The restrictions contained in this Paragraph 4 are necessary for the protection of the business and goodwill of the Company and are considered by the Employee to be reasonable for such purpose. The Employee agrees that any breach of this Paragraph 4 will cause the Company substantial and irrevocable damage and therefore, in the event of any such breach, in addition to such other remedies which may be available, the Company shall have the right to seek specific performance and injunctive relief.

 

(d)

 

The Employee acknowledges that he has signed and is bound by the Employee Patent and Proprietary Information Utilization Agreement attached hereto.

 

(e)

 

During the period of his employment by the Company or for any period during which the Company shall continue to pay the Employee his salary under this Agreement, whichever shall be longer, the Employee shall not in any way whatsoever aid or assist any party seeking to cause, initiate or effect a Change in Control of the Company as defined in Paragraph 6 without the prior approval of the Board of Directors.

5.

 

Except for the Employee covenants set forth in Paragraph 4, which covenants shall remain in effect for the periods stated therein, and subject to Paragraph 6, this Agreement shall terminate upon the happening of any of the following events and (except as provided herein) all of the Company’s obligations under this Agreement, including, but not limited to, making payments to the Employee shall cease and terminate:

 

(a)

 

On the effective date set forth in any resignation submitted by the Employee and accepted by the Company, or if no effective date is agreed upon, the date of receipt of such resignation letter.

 

(b)

 

At the death of the Employee.

 

(c)

 

At the termination of the Employee for cause.

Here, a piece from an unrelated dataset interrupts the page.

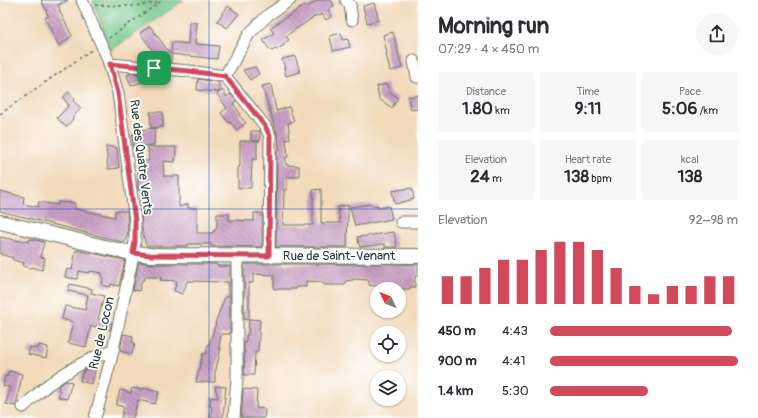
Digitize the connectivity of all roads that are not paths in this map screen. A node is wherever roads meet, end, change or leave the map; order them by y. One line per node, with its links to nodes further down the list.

As used in the Agreement, the term “cause” shall mean:

 

 

(i)

 

Misappropriating any funds or property of the Company;

 

 

(ii)

 

Unreasonable refusal to perform the duties assigned to him under this Agreement;

 

 

(iii)

 

Conviction of a felony;

 

 

(iv)

 

Continuous conduct bringing notoriety to the Company and having an adverse effect on the name or public image of the Company;

 

 

(v)

 

Violation of the Employee’s covenants as set forth in Paragraph 4 above; or

 

 

(vi)

 

Continued failure by the Employee to observe any of the provisions of this Agreement after being informed of such breach.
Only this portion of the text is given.